┏━━

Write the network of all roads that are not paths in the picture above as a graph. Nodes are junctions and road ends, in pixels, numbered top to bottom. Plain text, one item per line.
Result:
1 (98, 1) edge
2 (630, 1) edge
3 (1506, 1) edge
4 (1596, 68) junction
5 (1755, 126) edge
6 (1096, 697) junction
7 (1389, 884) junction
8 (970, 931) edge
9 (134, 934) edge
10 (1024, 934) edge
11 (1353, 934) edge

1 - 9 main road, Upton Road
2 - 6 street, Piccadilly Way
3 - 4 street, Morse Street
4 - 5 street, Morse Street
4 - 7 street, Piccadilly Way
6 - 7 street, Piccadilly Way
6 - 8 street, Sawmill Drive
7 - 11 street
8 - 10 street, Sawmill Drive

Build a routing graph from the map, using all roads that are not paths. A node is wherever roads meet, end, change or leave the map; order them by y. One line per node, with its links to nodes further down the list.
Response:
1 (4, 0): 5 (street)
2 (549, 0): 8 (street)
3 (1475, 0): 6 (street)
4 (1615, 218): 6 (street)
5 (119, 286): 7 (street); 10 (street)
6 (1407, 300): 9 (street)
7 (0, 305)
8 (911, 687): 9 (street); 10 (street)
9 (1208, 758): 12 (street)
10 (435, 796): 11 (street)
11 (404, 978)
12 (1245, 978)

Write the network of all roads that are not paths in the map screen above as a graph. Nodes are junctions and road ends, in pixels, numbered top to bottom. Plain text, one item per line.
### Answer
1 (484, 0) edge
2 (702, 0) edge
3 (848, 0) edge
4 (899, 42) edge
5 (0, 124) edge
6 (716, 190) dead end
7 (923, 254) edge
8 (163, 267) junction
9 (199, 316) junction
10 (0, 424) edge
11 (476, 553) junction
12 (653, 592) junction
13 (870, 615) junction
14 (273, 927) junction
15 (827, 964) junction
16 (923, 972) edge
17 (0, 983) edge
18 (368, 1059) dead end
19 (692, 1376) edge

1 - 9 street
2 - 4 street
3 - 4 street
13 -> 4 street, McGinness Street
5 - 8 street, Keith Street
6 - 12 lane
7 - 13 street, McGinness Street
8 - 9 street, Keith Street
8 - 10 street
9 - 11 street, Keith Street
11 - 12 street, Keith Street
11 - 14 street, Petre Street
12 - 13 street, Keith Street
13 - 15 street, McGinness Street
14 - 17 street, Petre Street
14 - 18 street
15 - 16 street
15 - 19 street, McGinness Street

┗━━

### EXERCISE
The records above need to be retyped in full, exactly as given.

### RESULT OF THIS TASK
Write the network of all roads that are not paths in the picture above as a graph. Nodes are junctions and road ends, in pixels, numbered top to bottom. Plain text, one item per line.
Result:
1 (98, 1) edge
2 (630, 1) edge
3 (1506, 1) edge
4 (1596, 68) junction
5 (1755, 126) edge
6 (1096, 697) junction
7 (1389, 884) junction
8 (970, 931) edge
9 (134, 934) edge
10 (1024, 934) edge
11 (1353, 934) edge

1 - 9 main road, Upton Road
2 - 6 street, Piccadilly Way
3 - 4 street, Morse Street
4 - 5 street, Morse Street
4 - 7 street, Piccadilly Way
6 - 7 street, Piccadilly Way
6 - 8 street, Sawmill Drive
7 - 11 street
8 - 10 street, Sawmill Drive

Build a routing graph from the map, using all roads that are not paths. A node is wherever roads meet, end, change or leave the map; order them by y. One line per node, with its links to nodes further down the list.
Response:
1 (4, 0): 5 (street)
2 (549, 0): 8 (street)
3 (1475, 0): 6 (street)
4 (1615, 218): 6 (street)
5 (119, 286): 7 (street); 10 (street)
6 (1407, 300): 9 (street)
7 (0, 305)
8 (911, 687): 9 (street); 10 (street)
9 (1208, 758): 12 (street)
10 (435, 796): 11 (street)
11 (404, 978)
12 (1245, 978)

Write the network of all roads that are not paths in the map screen above as a graph. Nodes are junctions and road ends, in pixels, numbered top to bottom. Plain text, one item per line.
### Answer
1 (484, 0) edge
2 (702, 0) edge
3 (848, 0) edge
4 (899, 42) edge
5 (0, 124) edge
6 (716, 190) dead end
7 (923, 254) edge
8 (163, 267) junction
9 (199, 316) junction
10 (0, 424) edge
11 (476, 553) junction
12 (653, 592) junction
13 (870, 615) junction
14 (273, 927) junction
15 (827, 964) junction
16 (923, 972) edge
17 (0, 983) edge
18 (368, 1059) dead end
19 (692, 1376) edge

1 - 9 street
2 - 4 street
3 - 4 street
13 -> 4 street, McGinness Street
5 - 8 street, Keith Street
6 - 12 lane
7 - 13 street, McGinness Street
8 - 9 street, Keith Street
8 - 10 street
9 - 11 street, Keith Street
11 - 12 street, Keith Street
11 - 14 street, Petre Street
12 - 13 street, Keith Street
13 - 15 street, McGinness Street
14 - 17 street, Petre Street
14 - 18 street
15 - 16 street
15 - 19 street, McGinness Street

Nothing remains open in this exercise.